CDL Training

Where are the Blind Spots on Semi-Trucks?


Driving alongside a semi-truck can be intimidating, especially when considering the massive blind spots these vehicles have. Understanding the blind spots on a semi-truck is crucial for both commercial drivers and everyday road users to ensure everyone’s safety. In this blog post, we’ll dive into the four major semi-truck blind spots, explain their significance, and provide tips for safe driving. Additionally, we’ll look at how advancements in technology are helping to improve safety on the roads.

The Four Major Semi-Truck Blind Spots

Semi-trucks have extensive blind spots, often referred to as “No Zones.” These areas extend to the front, back, and both sides of the truck, making it challenging for truck drivers to see other vehicles. Let’s break down each of these blind spots:

1. Left Side Under Mirror and Extending Back

Visibility is particularly challenging on the left side, from the driver’s door extending toward the back of the truck. Any vehicle traveling in the left lane behind the driver’s door is essentially invisible to the truck driver. This blind spot can span several car lengths, making it a dangerous zone for other drivers.

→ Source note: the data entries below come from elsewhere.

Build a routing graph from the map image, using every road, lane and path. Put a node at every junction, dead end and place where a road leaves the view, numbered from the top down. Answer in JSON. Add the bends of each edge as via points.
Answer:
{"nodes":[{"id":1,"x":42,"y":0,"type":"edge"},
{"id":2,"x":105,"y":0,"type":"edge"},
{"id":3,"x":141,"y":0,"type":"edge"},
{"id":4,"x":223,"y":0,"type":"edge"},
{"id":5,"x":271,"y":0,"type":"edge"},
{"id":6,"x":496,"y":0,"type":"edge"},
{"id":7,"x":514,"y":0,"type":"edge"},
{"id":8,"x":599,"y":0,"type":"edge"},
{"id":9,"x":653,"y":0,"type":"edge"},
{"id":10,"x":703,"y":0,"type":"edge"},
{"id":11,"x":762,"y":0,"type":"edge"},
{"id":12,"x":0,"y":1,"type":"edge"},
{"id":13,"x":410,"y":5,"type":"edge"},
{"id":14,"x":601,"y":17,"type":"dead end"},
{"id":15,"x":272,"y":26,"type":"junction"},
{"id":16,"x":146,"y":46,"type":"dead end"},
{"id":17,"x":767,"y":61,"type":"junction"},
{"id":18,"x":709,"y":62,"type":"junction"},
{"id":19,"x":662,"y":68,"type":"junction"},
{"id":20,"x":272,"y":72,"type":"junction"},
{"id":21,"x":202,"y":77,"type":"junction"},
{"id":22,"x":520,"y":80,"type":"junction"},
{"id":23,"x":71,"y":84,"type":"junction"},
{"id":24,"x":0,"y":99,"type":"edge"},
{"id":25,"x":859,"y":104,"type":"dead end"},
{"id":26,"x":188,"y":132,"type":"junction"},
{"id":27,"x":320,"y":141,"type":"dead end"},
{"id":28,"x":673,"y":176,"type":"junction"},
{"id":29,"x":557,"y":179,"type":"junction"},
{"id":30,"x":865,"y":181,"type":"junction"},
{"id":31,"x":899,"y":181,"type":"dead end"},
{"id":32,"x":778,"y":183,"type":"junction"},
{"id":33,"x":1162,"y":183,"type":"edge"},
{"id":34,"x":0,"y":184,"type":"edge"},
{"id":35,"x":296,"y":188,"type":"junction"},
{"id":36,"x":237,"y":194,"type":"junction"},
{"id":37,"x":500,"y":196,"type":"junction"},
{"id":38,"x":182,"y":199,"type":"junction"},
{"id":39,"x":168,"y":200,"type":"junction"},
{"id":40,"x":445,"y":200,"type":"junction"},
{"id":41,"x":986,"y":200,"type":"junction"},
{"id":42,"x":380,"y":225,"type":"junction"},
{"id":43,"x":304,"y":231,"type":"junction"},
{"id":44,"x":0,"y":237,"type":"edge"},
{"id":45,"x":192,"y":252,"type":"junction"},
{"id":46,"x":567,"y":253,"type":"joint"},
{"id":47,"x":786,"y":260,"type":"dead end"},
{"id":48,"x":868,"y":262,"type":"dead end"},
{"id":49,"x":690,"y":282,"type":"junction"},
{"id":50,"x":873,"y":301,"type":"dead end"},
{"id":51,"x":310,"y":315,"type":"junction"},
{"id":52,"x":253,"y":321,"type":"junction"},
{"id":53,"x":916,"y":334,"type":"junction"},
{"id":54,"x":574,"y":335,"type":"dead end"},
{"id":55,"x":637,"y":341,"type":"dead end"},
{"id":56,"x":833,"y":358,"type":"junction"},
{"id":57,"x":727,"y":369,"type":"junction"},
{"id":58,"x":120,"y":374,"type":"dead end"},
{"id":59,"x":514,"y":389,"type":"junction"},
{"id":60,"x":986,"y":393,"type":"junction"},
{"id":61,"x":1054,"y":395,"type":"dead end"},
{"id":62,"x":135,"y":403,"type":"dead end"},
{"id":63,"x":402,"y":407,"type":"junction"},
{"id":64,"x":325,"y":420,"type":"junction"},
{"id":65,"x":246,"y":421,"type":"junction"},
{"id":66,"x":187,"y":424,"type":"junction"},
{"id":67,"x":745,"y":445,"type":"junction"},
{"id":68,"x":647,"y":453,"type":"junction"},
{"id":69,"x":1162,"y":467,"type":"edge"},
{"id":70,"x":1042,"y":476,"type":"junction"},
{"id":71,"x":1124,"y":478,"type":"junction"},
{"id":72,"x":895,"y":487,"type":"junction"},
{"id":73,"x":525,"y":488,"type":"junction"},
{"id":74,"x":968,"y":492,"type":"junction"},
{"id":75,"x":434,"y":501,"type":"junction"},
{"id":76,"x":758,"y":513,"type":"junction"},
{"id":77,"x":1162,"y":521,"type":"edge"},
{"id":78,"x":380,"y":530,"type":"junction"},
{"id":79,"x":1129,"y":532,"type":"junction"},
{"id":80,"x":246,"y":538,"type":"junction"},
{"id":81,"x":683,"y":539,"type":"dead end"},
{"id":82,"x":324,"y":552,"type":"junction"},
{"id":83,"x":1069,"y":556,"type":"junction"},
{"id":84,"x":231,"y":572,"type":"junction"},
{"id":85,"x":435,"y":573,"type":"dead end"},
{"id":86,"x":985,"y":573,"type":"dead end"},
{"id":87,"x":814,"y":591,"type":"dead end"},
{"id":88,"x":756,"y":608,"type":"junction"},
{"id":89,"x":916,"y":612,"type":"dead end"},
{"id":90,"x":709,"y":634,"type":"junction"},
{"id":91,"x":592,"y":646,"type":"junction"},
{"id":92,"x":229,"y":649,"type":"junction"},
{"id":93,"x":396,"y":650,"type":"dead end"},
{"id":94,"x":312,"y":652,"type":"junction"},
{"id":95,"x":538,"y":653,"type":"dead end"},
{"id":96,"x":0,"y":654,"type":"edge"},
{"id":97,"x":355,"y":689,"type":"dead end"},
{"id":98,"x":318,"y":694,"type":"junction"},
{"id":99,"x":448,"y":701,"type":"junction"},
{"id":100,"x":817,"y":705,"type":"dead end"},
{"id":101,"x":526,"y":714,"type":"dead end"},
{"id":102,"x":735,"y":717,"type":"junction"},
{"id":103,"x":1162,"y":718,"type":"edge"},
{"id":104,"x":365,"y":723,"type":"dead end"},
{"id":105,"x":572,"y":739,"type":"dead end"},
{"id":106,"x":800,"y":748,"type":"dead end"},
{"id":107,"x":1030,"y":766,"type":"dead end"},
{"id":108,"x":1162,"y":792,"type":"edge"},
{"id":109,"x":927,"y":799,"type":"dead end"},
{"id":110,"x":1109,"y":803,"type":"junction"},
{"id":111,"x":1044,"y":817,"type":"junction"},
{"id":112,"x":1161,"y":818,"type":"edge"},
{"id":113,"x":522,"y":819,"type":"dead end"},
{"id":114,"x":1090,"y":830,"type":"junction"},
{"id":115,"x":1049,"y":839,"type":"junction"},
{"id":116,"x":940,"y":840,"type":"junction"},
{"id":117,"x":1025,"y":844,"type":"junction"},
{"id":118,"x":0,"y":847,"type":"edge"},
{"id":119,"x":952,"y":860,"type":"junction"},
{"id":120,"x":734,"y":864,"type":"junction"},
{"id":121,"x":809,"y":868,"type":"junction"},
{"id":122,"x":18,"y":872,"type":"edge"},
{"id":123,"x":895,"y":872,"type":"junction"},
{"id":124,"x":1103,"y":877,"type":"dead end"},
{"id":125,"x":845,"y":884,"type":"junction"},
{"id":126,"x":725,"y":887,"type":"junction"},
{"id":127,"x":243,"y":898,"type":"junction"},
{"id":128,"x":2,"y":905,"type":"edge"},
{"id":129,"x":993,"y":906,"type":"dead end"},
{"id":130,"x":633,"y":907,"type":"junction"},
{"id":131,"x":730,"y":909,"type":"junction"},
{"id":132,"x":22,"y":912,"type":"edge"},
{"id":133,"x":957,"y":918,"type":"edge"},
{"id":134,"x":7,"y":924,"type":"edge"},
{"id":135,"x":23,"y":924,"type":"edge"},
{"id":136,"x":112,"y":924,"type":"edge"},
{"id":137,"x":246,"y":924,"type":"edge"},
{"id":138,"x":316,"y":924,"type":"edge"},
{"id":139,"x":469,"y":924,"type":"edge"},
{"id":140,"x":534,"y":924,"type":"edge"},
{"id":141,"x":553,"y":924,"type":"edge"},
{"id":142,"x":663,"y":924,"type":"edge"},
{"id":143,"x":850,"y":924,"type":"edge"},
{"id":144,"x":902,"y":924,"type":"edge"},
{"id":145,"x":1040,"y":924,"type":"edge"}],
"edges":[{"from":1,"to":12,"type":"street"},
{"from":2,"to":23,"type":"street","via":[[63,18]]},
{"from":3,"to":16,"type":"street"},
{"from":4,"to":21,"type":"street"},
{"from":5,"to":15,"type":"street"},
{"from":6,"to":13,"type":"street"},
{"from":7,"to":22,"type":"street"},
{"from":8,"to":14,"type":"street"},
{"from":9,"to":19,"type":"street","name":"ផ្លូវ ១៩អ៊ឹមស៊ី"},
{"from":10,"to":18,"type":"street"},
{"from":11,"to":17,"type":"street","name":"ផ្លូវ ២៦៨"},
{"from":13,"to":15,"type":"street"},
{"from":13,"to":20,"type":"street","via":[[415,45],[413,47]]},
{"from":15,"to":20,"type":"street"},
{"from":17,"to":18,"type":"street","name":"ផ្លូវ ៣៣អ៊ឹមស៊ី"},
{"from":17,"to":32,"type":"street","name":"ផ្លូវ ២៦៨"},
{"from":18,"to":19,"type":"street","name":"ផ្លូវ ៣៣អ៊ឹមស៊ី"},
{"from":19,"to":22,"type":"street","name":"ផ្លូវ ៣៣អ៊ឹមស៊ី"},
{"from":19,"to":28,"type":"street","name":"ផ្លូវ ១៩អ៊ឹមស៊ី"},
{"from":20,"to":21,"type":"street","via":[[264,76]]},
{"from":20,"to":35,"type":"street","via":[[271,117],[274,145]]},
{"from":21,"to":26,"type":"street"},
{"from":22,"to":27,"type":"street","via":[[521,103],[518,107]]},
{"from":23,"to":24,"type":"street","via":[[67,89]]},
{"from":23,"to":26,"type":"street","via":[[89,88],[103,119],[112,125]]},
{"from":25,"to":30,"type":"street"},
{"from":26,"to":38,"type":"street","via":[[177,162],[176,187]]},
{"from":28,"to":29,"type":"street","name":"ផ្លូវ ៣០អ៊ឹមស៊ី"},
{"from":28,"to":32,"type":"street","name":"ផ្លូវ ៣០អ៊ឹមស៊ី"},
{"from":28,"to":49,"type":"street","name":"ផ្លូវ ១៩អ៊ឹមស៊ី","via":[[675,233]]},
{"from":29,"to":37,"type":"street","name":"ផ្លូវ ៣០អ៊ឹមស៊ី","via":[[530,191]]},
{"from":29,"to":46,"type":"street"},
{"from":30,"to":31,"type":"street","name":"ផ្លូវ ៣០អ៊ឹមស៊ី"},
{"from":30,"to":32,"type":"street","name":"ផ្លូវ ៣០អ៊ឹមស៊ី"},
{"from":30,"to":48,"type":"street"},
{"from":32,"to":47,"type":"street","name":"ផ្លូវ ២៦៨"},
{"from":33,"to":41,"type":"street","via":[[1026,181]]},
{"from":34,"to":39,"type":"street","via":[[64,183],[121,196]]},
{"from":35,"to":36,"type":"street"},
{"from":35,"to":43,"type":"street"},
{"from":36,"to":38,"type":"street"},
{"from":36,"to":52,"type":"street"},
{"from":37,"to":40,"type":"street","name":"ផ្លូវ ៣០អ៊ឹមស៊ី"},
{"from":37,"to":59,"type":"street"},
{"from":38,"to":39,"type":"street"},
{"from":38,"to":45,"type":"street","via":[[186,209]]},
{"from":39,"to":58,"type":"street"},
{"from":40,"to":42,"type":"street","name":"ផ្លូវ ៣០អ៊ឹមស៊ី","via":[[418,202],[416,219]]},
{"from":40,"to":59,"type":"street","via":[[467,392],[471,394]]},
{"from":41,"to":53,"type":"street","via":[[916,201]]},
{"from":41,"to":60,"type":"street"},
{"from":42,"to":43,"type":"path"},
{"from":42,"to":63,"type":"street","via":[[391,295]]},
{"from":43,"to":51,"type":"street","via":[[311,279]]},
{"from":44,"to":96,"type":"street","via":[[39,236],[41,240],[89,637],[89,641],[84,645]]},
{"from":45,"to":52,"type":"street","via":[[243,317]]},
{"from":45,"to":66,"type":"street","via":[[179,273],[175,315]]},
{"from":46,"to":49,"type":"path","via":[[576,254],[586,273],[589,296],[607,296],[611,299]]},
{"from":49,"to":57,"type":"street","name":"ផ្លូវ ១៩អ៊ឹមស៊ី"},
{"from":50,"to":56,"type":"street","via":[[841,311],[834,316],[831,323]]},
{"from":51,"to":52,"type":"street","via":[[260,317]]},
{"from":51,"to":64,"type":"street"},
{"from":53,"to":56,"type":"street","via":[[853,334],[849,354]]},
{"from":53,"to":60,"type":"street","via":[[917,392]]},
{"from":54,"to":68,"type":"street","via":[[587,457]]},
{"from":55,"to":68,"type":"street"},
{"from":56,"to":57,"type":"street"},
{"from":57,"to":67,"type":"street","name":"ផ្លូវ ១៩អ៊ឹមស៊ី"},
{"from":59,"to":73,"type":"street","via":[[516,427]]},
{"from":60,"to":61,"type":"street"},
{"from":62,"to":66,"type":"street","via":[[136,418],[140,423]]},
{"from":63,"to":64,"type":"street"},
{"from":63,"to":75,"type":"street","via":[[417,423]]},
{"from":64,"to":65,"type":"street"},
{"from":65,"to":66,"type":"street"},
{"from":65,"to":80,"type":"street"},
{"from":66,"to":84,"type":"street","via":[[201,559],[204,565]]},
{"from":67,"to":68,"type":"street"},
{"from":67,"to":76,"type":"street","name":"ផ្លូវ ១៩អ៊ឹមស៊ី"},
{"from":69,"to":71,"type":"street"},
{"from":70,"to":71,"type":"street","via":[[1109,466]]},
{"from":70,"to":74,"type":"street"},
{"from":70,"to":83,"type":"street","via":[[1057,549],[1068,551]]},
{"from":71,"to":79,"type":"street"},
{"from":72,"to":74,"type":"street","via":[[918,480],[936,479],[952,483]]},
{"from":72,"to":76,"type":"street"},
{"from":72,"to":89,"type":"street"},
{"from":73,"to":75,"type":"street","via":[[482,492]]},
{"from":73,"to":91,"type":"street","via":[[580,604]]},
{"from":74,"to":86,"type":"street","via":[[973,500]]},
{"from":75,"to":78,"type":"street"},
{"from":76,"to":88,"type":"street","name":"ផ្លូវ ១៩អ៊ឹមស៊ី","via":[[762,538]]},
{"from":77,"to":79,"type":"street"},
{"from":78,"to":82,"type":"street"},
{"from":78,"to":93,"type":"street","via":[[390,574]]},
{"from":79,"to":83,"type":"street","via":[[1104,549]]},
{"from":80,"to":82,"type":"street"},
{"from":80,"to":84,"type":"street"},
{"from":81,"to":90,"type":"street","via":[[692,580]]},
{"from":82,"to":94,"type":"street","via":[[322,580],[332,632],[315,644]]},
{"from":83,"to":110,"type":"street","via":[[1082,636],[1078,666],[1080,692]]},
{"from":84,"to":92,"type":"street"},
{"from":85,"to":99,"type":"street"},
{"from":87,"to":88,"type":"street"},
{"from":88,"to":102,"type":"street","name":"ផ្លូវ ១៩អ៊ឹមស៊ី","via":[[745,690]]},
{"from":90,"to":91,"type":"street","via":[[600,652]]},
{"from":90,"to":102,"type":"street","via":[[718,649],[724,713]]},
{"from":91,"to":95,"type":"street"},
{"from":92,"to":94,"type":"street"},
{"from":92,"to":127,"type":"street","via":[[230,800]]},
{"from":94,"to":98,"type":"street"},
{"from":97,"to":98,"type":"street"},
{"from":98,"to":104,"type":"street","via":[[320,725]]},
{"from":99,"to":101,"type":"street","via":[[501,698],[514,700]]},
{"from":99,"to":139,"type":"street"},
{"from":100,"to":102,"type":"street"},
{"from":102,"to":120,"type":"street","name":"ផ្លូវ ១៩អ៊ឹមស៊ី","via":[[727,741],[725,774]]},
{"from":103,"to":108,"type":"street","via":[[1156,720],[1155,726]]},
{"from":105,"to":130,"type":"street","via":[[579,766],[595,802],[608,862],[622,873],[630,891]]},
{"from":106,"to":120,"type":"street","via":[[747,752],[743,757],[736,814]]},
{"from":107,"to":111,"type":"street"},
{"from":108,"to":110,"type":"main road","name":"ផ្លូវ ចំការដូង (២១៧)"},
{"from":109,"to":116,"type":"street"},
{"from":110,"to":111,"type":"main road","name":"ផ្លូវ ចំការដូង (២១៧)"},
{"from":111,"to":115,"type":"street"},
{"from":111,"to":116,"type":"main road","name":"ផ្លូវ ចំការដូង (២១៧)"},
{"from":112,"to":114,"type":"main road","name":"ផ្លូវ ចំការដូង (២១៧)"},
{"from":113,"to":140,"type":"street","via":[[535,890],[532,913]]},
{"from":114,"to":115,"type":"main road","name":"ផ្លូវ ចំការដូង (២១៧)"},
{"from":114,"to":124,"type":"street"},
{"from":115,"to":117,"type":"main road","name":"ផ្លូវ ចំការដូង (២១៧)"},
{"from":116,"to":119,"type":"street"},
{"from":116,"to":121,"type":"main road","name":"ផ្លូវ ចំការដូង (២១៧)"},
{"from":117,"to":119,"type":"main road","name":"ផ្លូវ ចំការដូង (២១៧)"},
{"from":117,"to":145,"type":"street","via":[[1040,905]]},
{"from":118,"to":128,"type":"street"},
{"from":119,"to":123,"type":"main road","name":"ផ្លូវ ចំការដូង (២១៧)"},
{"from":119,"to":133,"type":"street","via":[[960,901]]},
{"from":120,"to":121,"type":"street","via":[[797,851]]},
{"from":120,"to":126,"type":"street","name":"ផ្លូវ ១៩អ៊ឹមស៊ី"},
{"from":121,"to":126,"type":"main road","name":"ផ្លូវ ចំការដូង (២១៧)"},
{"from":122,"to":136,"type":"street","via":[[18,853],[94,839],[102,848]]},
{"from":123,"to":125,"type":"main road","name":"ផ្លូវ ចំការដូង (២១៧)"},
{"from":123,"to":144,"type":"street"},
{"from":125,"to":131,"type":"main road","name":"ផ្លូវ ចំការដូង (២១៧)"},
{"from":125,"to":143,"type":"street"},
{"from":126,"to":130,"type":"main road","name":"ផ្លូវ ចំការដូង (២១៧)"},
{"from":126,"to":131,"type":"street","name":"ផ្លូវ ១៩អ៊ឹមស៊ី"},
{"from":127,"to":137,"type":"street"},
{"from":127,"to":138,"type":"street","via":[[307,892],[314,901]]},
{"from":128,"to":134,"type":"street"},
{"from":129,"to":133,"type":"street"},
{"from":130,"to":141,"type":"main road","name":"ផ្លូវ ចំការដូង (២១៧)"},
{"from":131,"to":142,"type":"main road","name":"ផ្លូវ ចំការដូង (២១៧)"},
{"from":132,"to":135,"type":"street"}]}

2. Right Side Under Mirror and Extending Back

Similar to the left side, the right side of the semi’s cab extending towards the back also has a significant blind spot. Vehicles in one or two lanes over from the right of the truck and behind the cab may not be visible in the driver’s side mirror. This is often the largest blind spot, as the truck driver’s visibility is even more restricted on the right side.

3. Front of Truck (20+ Feet)

Driving directly in front of a semi-truck can be extremely hazardous. The driver cannot see vehicles within the 20 feet zone immediately in front of the truck. Since trucks require more time to slow down and stop, cutting in front of them can lead to severe accidents. Always ensure you have plenty of space before merging back into the lane in front of a semi.

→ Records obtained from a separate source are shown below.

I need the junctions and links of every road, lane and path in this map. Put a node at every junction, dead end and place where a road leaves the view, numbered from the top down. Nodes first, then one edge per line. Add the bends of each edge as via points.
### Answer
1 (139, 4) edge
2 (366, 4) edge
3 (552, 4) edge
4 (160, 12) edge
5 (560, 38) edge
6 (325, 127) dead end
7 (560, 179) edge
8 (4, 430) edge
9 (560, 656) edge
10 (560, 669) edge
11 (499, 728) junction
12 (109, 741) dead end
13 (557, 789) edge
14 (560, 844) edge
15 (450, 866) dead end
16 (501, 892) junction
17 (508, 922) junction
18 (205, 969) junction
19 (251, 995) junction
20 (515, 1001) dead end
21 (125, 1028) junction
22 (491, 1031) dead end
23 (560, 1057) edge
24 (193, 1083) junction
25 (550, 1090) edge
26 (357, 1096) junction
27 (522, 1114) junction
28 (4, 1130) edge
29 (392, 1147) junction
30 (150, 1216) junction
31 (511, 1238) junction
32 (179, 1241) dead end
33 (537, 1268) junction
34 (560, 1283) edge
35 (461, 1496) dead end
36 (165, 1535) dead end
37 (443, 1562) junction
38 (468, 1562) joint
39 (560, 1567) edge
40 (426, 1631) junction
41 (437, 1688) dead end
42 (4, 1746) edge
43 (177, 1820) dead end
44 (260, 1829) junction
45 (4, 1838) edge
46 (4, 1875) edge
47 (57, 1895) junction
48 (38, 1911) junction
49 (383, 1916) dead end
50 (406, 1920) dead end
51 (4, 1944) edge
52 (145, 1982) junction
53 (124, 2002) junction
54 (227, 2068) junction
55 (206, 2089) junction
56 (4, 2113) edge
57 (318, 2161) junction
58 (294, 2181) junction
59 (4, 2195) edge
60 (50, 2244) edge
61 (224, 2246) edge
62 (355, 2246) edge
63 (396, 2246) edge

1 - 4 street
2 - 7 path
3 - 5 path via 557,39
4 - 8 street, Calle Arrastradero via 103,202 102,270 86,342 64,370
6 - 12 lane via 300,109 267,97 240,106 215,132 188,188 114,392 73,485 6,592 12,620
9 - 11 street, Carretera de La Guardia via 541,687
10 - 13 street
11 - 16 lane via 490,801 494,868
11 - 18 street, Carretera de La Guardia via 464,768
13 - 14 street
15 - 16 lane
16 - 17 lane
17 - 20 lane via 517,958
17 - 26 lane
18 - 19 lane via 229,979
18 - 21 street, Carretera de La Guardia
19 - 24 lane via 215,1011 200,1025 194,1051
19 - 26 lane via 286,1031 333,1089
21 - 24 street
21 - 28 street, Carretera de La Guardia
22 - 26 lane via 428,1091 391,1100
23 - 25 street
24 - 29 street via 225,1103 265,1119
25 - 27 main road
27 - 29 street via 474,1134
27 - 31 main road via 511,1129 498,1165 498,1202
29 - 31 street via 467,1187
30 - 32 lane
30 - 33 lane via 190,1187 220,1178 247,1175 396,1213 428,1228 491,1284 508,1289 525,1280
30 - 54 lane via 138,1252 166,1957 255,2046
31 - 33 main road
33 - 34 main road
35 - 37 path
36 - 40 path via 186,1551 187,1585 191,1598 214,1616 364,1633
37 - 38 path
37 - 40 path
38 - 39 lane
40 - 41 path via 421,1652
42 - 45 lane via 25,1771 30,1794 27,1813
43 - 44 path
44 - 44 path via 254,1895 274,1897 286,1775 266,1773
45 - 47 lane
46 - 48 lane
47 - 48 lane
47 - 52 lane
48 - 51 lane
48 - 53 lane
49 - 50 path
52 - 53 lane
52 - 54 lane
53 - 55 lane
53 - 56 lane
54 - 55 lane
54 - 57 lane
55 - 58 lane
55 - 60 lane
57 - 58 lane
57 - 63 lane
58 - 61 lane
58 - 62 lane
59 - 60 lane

4. Behind the Truck (30+ Feet)

The area behind a truck extending 30 or more feet is another critical blind spot. If you’re too close to the back of a truck, the driver will not be able to see you. As a rule, if you can’t see the truck driver’s mirrors, they can’t see you either.

The Importance of Defensive Driving for CDL Drivers

For commercial drivers, being acutely aware of these blind spots is a part of responsible driving. Defensive driving practices are essential to avoid accidents. Here are some tips for CDL drivers to enhance safety:

– Regular Mirror Checks: Continuously monitor side mirrors to be aware of vehicles entering blind spots.

– Use Turn Signals Early: Signal well in advance of making a lane change to alert nearby drivers.

– Keep Safe Distances: Maintain a safe distance from other vehicles, especially in congested traffic or adverse weather conditions.

– Avoid Distractions: Stay focused and minimize distractions inside the cab.

Tips for Road Users to Drive Safely Around Semi-Trucks’ Blind Spots

For those sharing the road with semi-trucks, understanding how to avoid truck blind spots can prevent accidents. Here’s how you can stay safe:

– Stay Out of Blind Spots: Avoid lingering in the truck’s No Zones. If you must pass, do so quickly and safely.

– Give Them Space: Provide ample space when merging in front of a truck and avoid cutting them off.

– Pass on the Left: It’s safer to pass on the left side where the driver has a better chance of seeing you.

– Use Signals: Signal well in advance to let truck drivers know your intentions.

New Technology Enhancing Blind Spot Safety

The trucking industry is investing in technology to help mitigate the dangers posed by blind spots. Innovations such as backup cameras, side-mirror cameras, and side-view assist systems are becoming more common. These technologies provide truck drivers with better visibility, helping them to monitor blind spots more effectively. While not all trucks are equipped with these systems, their increasing adoption promises a safer driving environment for everyone.